Salted Caramel Sauce
From NYT Cooking | Sam Sifton
Having a jar at the ready in the fridge is pure indulgence – if there’s any left after you make a batch. This is our favorite, no fuss, 15 minutes to go-time, simple dessert. Served warm, over good vanilla ice cream – it really can’t be beat.
Makes 1 ½ cups and can be scaled up or down.
1 c. granulated sugar
½ c. heavy cream
2 T. unsalted butter
¾ tsp kosher salt, more or less to taste
In medium saucepan set over medium high heat, combine sugar with ¼ cup cold water and stir to combine
Cook WITHOUT stirring until sugar has turned a deep amber hue, approximately 10-12 minutes (this is the hardest part…if you haven’t made caramel before, it’s tough to let the alchemy happen unmolested – but please resist stirring).
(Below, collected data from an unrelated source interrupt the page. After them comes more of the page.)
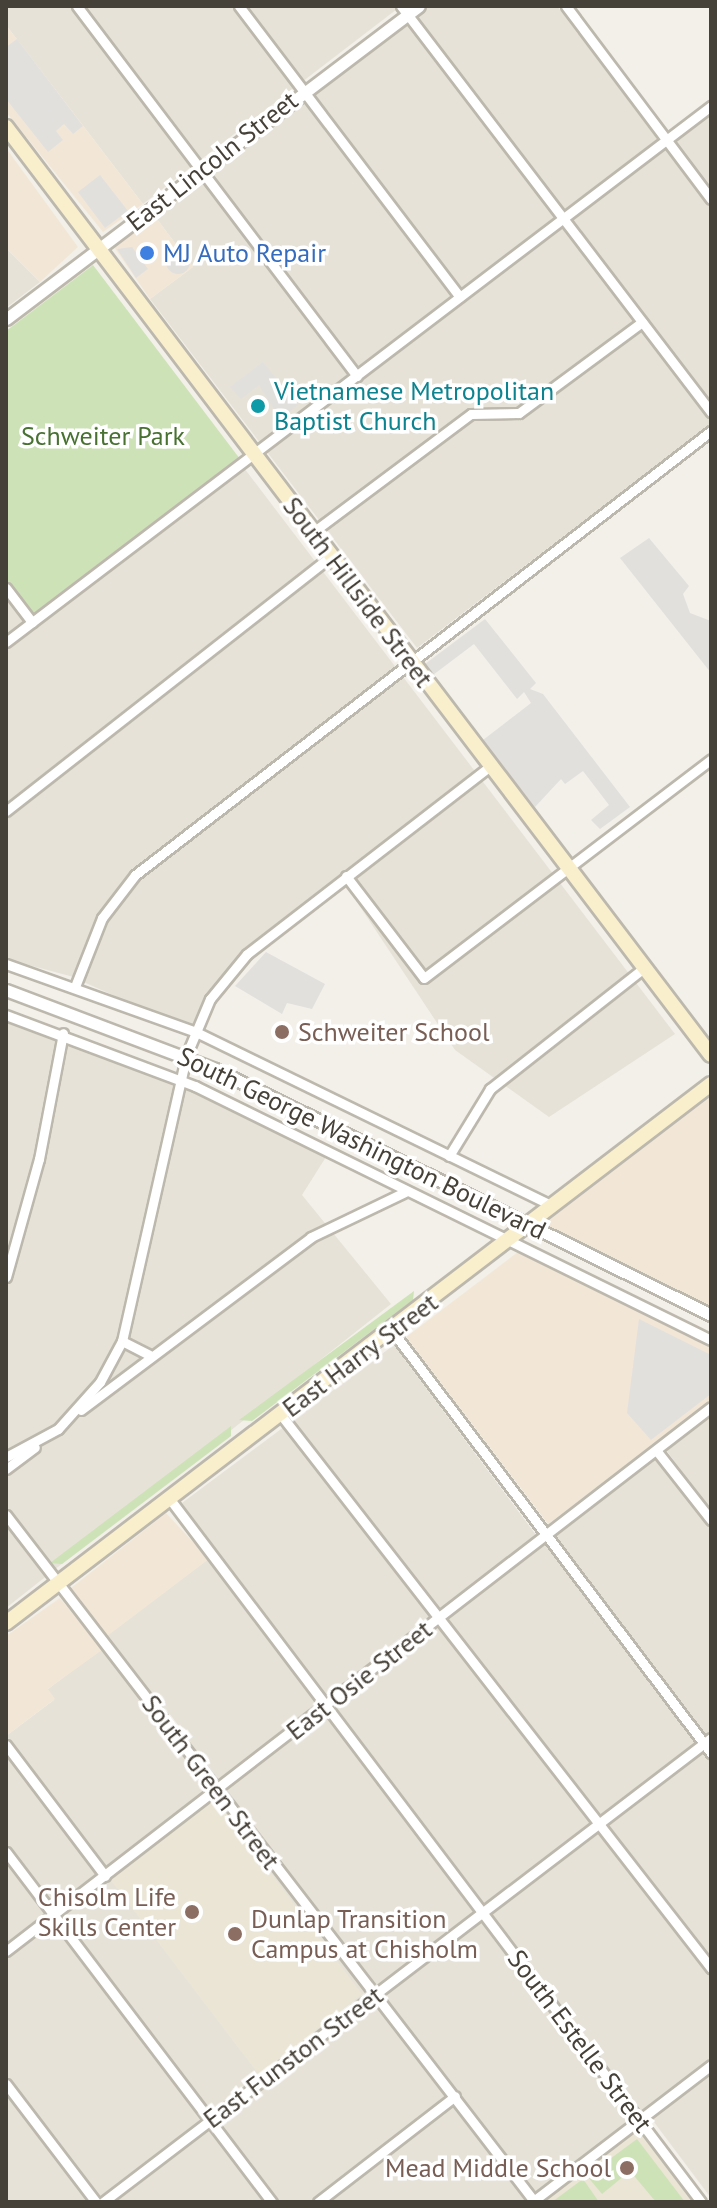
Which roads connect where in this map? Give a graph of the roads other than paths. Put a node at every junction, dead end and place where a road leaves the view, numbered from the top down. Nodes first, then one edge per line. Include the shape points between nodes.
1 (77, 6) edge
2 (239, 6) edge
3 (419, 6) edge
4 (566, 6) edge
5 (405, 10) edge
6 (304, 91) junction
7 (711, 106) edge
8 (6, 127) edge
9 (666, 140) junction
10 (200, 170) junction
11 (711, 199) edge
12 (563, 219) junction
13 (98, 249) junction
14 (460, 297) junction
15 (6, 319) edge
16 (642, 322) junction
17 (357, 376) junction
18 (711, 412) edge
19 (711, 431) edge
20 (254, 455) junction
21 (313, 532) junction
22 (331, 556) junction
23 (6, 588) edge
24 (32, 622) junction
25 (6, 642) edge
26 (410, 661) junction
27 (711, 759) edge
28 (490, 766) junction
29 (6, 811) edge
30 (568, 869) junction
31 (346, 876) junction
32 (6, 964) edge
33 (644, 968) junction
34 (76, 984) junction
35 (6, 990) edge
36 (6, 1015) edge
37 (196, 1032) junction
38 (63, 1033) junction
39 (711, 1055) edge
40 (186, 1056) junction
41 (181, 1080) junction
42 (711, 1084) edge
43 (449, 1156) junction
44 (405, 1192) junction
45 (552, 1206) junction
46 (529, 1223) junction
47 (507, 1240) junction
48 (6, 1277) edge
49 (711, 1315) edge
50 (393, 1332) junction
51 (711, 1340) edge
52 (122, 1341) junction
53 (149, 1355) junction
54 (711, 1407) edge
55 (281, 1415) junction
56 (58, 1429) junction
57 (656, 1450) junction
58 (6, 1457) edge
59 (6, 1469) edge
60 (169, 1498) junction
61 (6, 1515) edge
62 (711, 1520) edge
63 (548, 1535) junction
64 (58, 1583) junction
65 (437, 1620) junction
66 (6, 1623) edge
67 (326, 1705) junction
68 (708, 1740) edge
69 (6, 1745) edge
70 (711, 1753) edge
71 (217, 1789) junction
72 (597, 1825) junction
73 (6, 1852) edge
74 (105, 1876) junction
75 (483, 1911) junction
76 (53, 1915) junction
77 (6, 1951) edge
78 (711, 1968) edge
79 (376, 1994) junction
80 (711, 2065) edge
81 (6, 2084) edge
82 (455, 2096) junction
83 (639, 2120) junction
84 (210, 2121) junction
85 (533, 2201) edge
86 (96, 2202) edge
87 (103, 2202) edge
88 (272, 2202) edge
89 (318, 2202) edge
90 (701, 2202) edge

1 - 10 street
2 - 6 street
3 - 5 street, East Lincoln Street
4 - 9 street
5 - 6 street, East Lincoln Street
5 - 12 street
6 - 10 street, East Lincoln Street
6 - 14 street
7 - 9 street
8 - 13 main road, South Hillside Street
9 - 11 street
9 - 12 street
10 - 13 street, East Lincoln Street
10 - 17 street
12 - 14 street
12 - 16 street
13 - 15 street, East Lincoln Street
13 - 20 main road, South Hillside Street
14 - 17 street
16 - 18 street
16 - 21 street via 519,413 471,414
17 - 20 street
19 - 26 street
20 - 21 main road, South Hillside Street
20 - 24 street
21 - 22 main road, South Hillside Street
22 - 26 main road, South Hillside Street
22 - 29 street
23 - 24 street
24 - 25 street
26 - 28 main road, South Hillside Street
26 - 34 street via 120,889
27 - 30 street
28 - 30 main road, South Hillside Street
28 - 31 street
30 - 31 street via 424,978
30 - 33 main road, South Hillside Street
31 - 37 street via 247,954 210,999
32 - 34 street
33 - 39 main road, South Hillside Street
33 - 43 street via 490,1089
34 - 37 street
35 - 40 street, South George Washington Boulevard
36 - 38 street
37 - 40 street
37 - 43 street
38 - 41 street
38 - 48 street via 39,1159
40 - 41 street
40 - 46 street, South George Washington Boulevard
41 - 44 street
41 - 52 street
42 - 45 main road, East Harry Street
43 - 45 street
44 - 47 street
44 - 53 street via 311,1237
45 - 46 main road, East Harry Street
46 - 47 main road, East Harry Street
46 - 49 street, South George Washington Boulevard
47 - 50 main road, East Harry Street
47 - 51 street
50 - 55 main road, East Harry Street
50 - 63 street
52 - 53 street
52 - 56 street via 100,1382
53 - 56 street
54 - 57 street, East Osie Street
55 - 60 main road, East Harry Street
55 - 65 street
56 - 58 street
56 - 59 street
57 - 62 street
57 - 63 street, East Osie Street
60 - 64 main road, East Harry Street
60 - 67 street, South Estelle Street
61 - 64 street, South Green Street
63 - 65 street, East Osie Street
63 - 68 street
64 - 66 main road, East Harry Street
64 - 71 street, South Green Street
65 - 67 street, East Osie Street
65 - 72 street
67 - 71 street, East Osie Street
67 - 75 street, South Estelle Street
68 - 70 street
68 - 72 street, East Funston Street
69 - 74 street
71 - 74 street, East Osie Street
71 - 79 street, South Green Street
72 - 75 street, East Funston Street
72 - 78 street
73 - 76 street
74 - 76 street, East Osie Street
75 - 79 street, East Funston Street
75 - 83 street, South Estelle Street
76 - 77 street, East Osie Street
76 - 84 street
79 - 82 street, South Green Street
79 - 84 street, East Funston Street
80 - 83 street
81 - 86 street
82 - 85 street, South Green Street
82 - 89 street
83 - 85 street
83 - 90 street, South Estelle Street
84 - 87 street, East Funston Street
84 - 88 street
As a distraction while you wait, warm the cream (microwave in a Pyrex measuring cup 20-30 seconds is OK and easier than on the stove top).
When the caramel is ready, slowly whisk in the cream (be prepared for violent bubbling) and continue simmering the mixture until smooth (2-3 minutes).
Remove from heat, whisk in butter and then salt to taste.
This is best served warm and can be reheated in the microwave once cooled.